TASK INPUTS

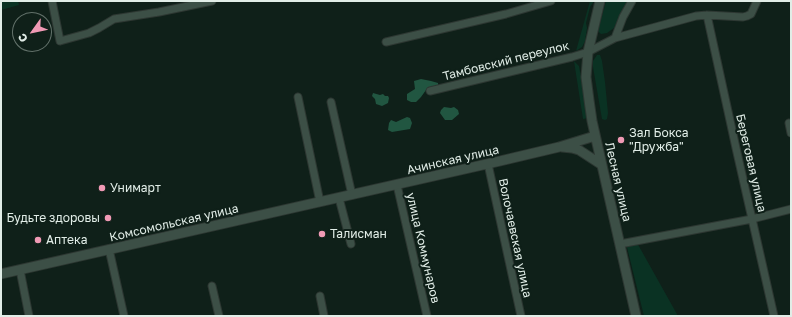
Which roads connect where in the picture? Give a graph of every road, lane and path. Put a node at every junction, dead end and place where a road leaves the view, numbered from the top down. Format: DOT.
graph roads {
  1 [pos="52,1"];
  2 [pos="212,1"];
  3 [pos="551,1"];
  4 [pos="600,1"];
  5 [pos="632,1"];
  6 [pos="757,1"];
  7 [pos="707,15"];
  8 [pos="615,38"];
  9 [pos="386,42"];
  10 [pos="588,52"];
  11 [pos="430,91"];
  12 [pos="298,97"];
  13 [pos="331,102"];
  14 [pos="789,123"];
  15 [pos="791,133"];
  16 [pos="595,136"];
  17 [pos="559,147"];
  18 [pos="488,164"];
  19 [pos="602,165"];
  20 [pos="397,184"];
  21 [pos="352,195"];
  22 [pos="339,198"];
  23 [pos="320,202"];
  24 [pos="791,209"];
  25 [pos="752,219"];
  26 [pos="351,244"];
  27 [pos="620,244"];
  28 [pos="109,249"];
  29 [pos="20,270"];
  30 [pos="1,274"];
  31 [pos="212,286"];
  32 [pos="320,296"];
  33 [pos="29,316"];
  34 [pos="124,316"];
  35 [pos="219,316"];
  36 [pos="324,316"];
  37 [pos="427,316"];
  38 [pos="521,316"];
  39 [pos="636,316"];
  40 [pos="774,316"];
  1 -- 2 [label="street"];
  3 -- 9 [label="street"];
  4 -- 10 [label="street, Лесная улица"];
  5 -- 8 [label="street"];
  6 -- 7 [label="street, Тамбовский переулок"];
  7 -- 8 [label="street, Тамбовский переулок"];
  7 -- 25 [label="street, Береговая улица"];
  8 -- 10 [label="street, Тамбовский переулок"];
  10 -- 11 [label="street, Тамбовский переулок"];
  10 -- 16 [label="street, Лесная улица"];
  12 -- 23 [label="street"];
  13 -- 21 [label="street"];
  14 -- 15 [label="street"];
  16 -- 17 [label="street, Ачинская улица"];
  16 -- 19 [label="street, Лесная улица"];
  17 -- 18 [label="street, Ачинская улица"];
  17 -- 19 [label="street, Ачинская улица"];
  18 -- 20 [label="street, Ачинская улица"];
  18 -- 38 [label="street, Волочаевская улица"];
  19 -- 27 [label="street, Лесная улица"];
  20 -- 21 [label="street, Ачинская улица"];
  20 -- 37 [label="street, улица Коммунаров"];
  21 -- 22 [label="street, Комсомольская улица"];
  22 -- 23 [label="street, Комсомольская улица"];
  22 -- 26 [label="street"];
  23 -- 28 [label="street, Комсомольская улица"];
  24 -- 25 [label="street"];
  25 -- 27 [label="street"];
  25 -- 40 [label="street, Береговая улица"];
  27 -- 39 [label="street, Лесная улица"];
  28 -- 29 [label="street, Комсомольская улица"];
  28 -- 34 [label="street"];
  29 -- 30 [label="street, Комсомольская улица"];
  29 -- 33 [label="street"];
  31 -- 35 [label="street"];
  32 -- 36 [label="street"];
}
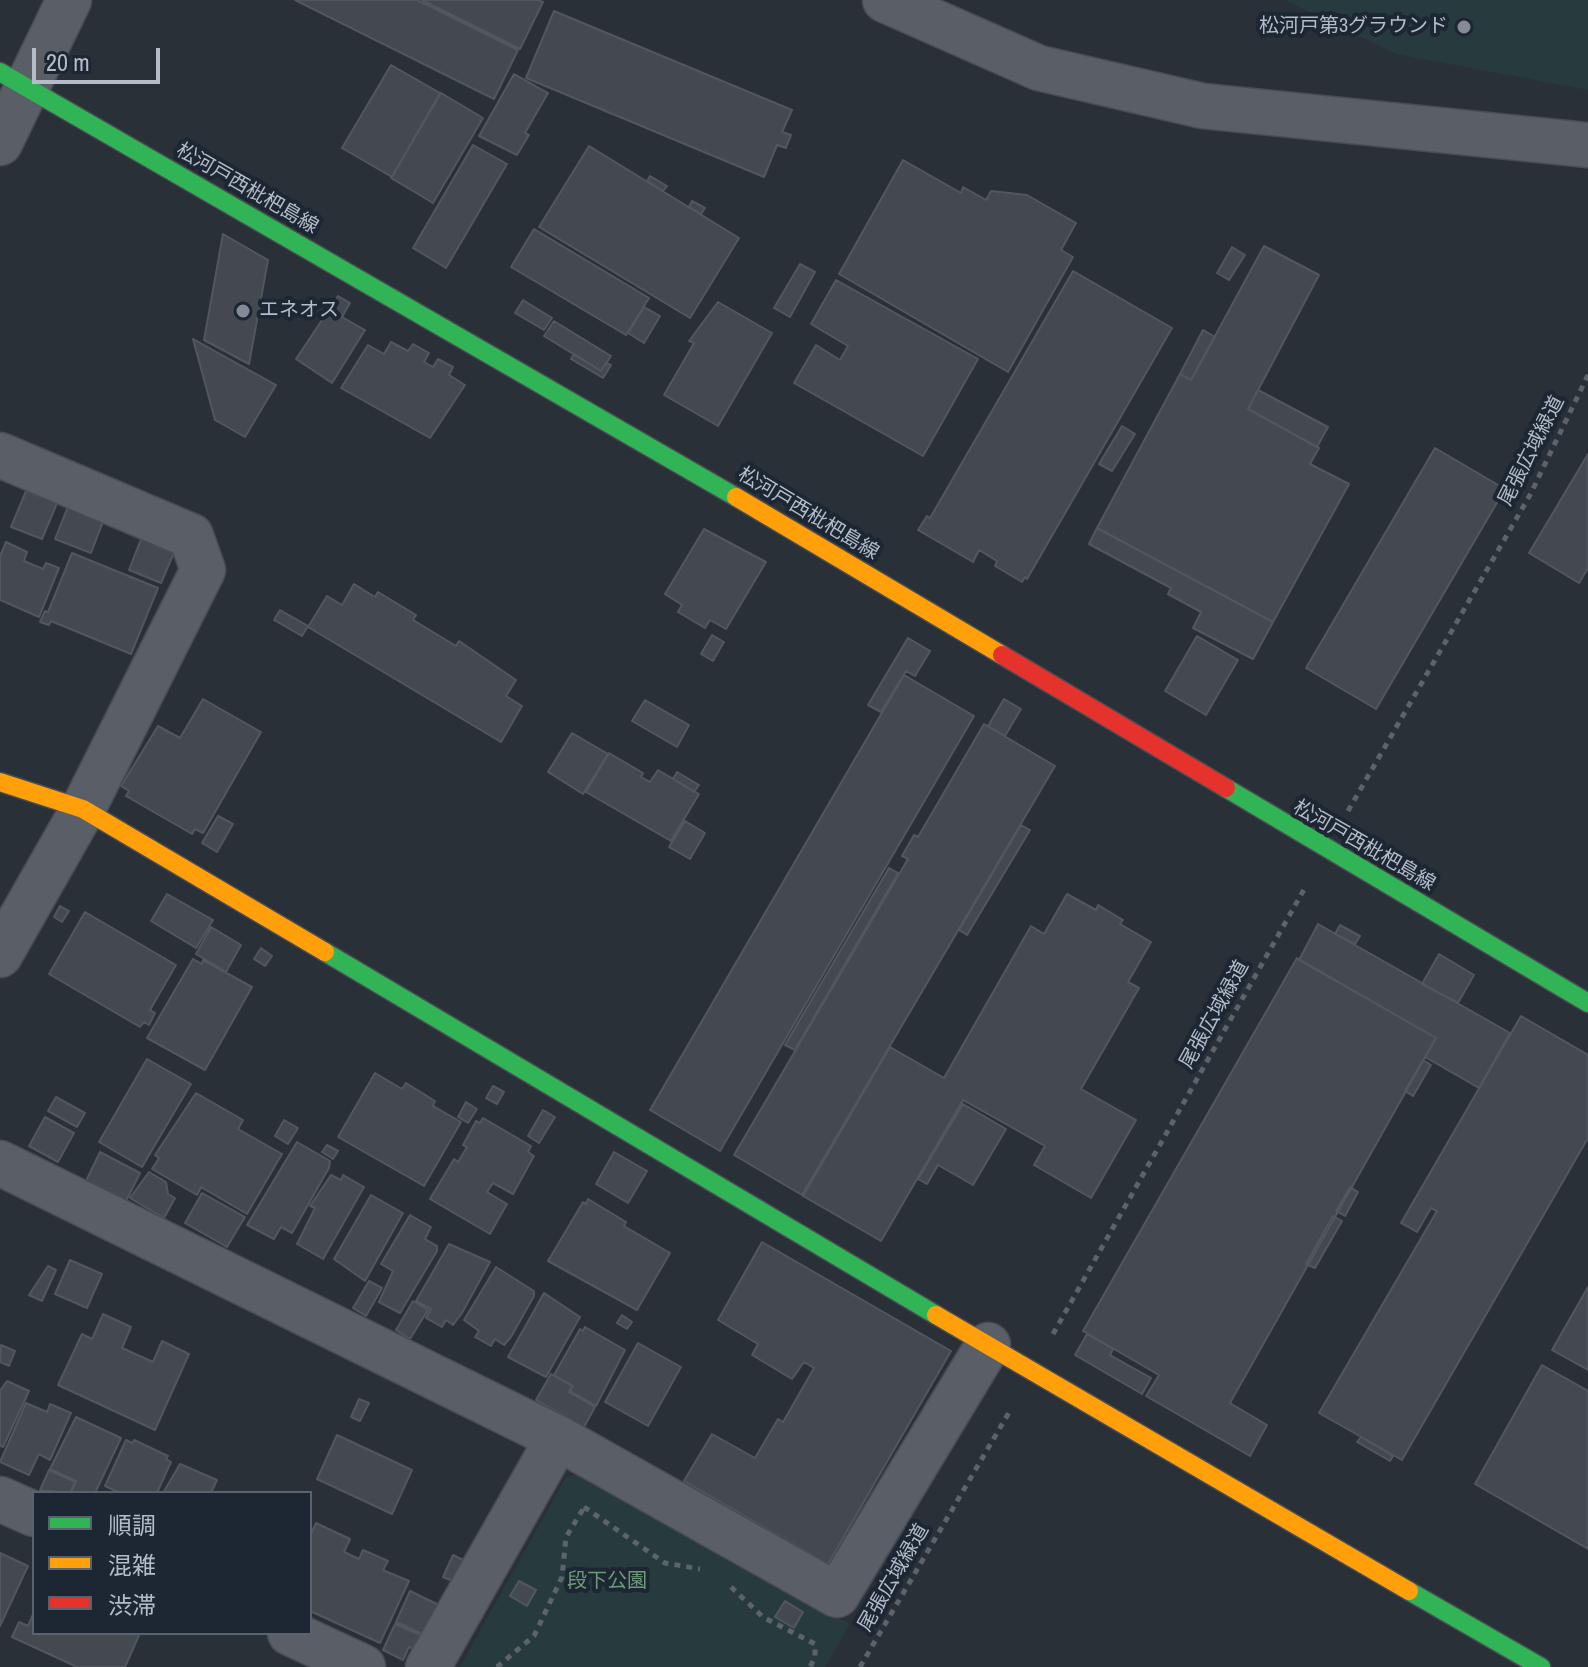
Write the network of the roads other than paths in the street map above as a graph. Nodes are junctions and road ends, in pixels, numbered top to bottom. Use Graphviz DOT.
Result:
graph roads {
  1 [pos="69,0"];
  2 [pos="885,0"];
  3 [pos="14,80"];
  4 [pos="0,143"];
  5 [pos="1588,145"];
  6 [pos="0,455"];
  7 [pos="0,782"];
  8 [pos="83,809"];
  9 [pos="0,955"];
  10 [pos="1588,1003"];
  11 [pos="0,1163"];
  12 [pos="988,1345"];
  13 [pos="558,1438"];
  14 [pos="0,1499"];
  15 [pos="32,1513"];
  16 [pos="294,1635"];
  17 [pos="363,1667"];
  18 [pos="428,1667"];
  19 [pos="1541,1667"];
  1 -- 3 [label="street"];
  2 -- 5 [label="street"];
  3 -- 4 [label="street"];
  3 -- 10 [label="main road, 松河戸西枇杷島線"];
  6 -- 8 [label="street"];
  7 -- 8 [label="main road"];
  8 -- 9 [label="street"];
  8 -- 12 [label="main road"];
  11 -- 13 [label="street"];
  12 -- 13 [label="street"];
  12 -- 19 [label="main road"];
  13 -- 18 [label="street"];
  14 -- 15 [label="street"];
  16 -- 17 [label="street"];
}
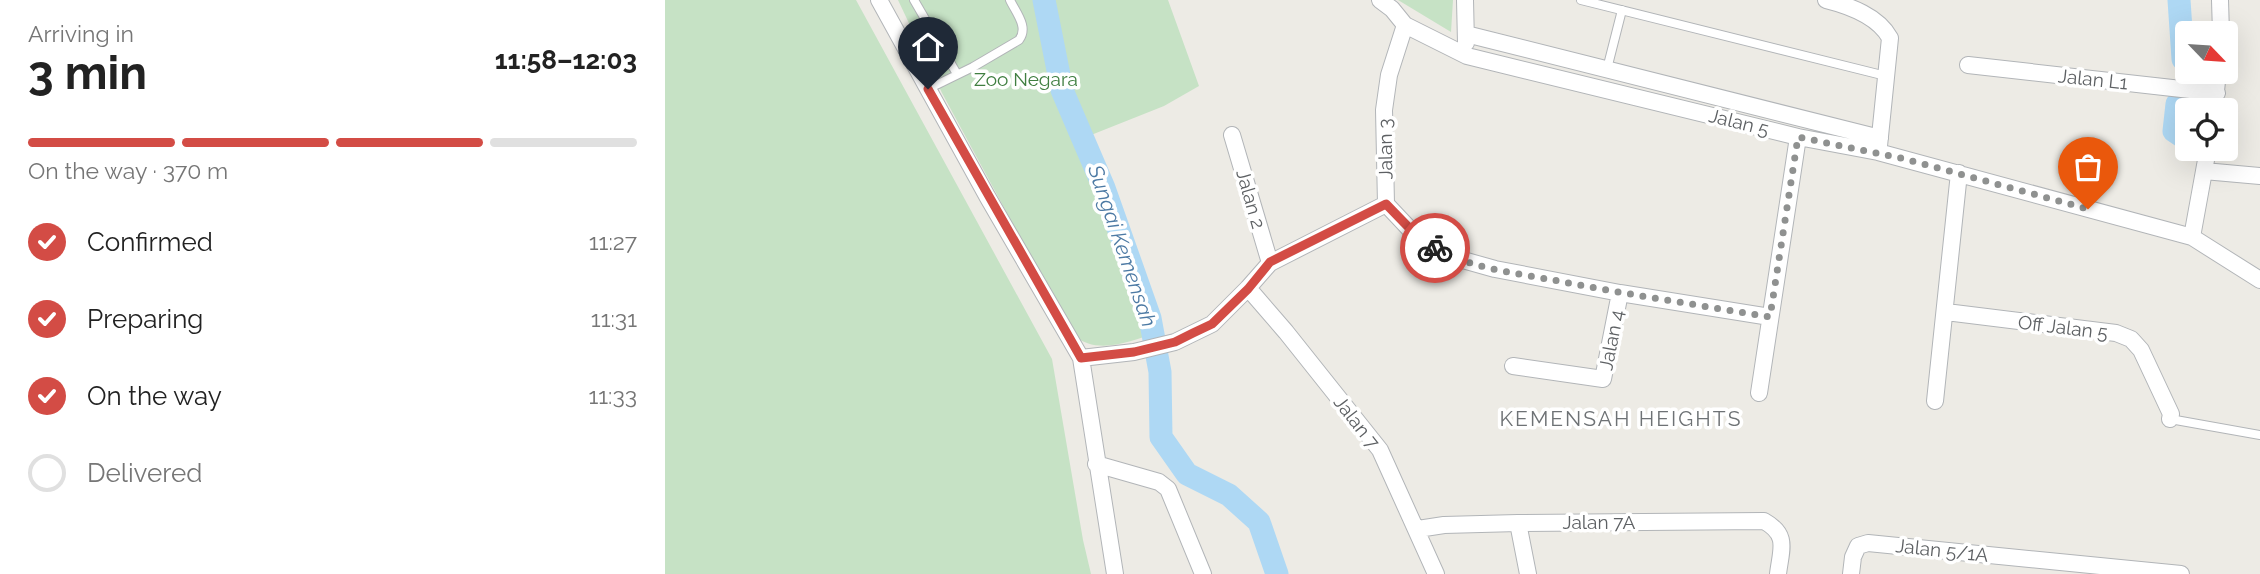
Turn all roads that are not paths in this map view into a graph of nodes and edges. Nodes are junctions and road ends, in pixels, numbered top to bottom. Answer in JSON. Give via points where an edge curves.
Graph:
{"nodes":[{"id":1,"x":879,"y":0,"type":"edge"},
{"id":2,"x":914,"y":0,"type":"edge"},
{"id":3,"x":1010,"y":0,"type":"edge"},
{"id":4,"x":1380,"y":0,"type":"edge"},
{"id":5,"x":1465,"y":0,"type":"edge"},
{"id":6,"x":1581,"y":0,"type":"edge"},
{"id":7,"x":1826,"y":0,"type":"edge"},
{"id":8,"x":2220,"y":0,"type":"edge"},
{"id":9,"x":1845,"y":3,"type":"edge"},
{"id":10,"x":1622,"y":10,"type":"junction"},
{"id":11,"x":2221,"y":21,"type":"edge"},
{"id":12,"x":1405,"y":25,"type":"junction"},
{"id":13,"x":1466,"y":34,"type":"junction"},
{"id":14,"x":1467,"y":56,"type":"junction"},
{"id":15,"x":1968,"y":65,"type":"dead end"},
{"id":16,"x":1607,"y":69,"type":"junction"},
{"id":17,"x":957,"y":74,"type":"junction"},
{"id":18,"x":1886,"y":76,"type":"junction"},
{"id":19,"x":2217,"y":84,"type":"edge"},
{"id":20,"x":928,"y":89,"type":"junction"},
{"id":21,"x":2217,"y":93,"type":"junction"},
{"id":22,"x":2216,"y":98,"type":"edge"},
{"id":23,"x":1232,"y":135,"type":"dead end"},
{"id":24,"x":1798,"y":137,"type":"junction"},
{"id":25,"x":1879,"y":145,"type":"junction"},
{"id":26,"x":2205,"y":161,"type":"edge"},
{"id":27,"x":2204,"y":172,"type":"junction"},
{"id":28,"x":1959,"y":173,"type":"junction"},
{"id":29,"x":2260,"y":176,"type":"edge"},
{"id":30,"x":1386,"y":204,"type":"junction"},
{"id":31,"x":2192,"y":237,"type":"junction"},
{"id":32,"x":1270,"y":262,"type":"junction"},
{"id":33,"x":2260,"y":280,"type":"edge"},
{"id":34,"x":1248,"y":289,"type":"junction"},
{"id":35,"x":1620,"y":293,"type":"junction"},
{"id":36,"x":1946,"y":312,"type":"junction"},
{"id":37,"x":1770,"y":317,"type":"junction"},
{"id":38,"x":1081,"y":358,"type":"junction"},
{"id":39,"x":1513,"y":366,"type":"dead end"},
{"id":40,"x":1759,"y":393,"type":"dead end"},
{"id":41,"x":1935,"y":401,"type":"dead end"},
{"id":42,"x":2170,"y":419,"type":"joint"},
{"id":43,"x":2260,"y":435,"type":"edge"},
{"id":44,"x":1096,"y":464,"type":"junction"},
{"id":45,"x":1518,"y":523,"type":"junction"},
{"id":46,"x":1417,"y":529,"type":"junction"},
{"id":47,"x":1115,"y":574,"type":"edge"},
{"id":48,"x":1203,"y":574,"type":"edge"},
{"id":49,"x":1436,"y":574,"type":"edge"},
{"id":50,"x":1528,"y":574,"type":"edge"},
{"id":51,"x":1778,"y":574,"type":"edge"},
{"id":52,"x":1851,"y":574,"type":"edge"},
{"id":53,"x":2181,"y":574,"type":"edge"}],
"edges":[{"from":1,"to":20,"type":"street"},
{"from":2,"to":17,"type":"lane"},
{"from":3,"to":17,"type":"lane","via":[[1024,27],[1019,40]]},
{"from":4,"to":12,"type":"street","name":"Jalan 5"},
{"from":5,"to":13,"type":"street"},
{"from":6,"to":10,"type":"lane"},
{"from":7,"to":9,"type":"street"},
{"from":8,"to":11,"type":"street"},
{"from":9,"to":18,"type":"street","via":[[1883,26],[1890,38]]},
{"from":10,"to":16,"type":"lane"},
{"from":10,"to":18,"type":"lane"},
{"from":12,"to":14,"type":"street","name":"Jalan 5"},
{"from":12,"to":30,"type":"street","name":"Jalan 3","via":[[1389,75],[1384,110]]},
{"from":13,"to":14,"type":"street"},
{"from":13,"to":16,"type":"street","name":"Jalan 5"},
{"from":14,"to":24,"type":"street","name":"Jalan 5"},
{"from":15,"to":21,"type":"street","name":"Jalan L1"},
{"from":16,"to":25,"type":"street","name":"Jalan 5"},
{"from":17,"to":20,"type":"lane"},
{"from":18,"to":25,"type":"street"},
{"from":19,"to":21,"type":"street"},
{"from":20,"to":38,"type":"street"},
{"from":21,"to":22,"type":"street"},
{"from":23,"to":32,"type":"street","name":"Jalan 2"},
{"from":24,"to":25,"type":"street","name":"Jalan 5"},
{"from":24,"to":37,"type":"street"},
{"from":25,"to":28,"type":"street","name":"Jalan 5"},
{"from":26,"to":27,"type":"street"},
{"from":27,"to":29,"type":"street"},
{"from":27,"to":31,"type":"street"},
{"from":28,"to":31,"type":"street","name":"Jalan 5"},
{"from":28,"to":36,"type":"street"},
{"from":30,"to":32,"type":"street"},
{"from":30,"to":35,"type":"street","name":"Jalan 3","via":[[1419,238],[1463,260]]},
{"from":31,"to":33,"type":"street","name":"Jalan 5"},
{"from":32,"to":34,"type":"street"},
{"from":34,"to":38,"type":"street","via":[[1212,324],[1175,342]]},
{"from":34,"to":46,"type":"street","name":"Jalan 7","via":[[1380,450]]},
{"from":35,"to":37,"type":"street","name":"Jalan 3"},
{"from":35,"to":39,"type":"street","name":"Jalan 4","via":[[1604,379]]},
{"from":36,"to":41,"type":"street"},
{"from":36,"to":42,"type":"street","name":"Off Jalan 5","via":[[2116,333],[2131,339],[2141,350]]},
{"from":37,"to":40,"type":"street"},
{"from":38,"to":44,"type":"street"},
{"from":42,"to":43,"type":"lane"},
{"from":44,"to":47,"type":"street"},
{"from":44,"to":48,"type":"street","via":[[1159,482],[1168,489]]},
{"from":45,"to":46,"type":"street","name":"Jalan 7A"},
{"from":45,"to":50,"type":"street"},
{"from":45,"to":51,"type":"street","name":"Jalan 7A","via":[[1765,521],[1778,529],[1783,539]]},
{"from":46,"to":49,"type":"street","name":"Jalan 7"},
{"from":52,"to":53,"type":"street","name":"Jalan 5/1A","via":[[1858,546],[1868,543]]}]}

EXERCISE DIRECTIONS
Copy out the lines above with "Береговая" in them.

EXPECTED ANSWER
  7 -- 25 [label="street, Береговая улица"];
  25 -- 40 [label="street, Береговая улица"];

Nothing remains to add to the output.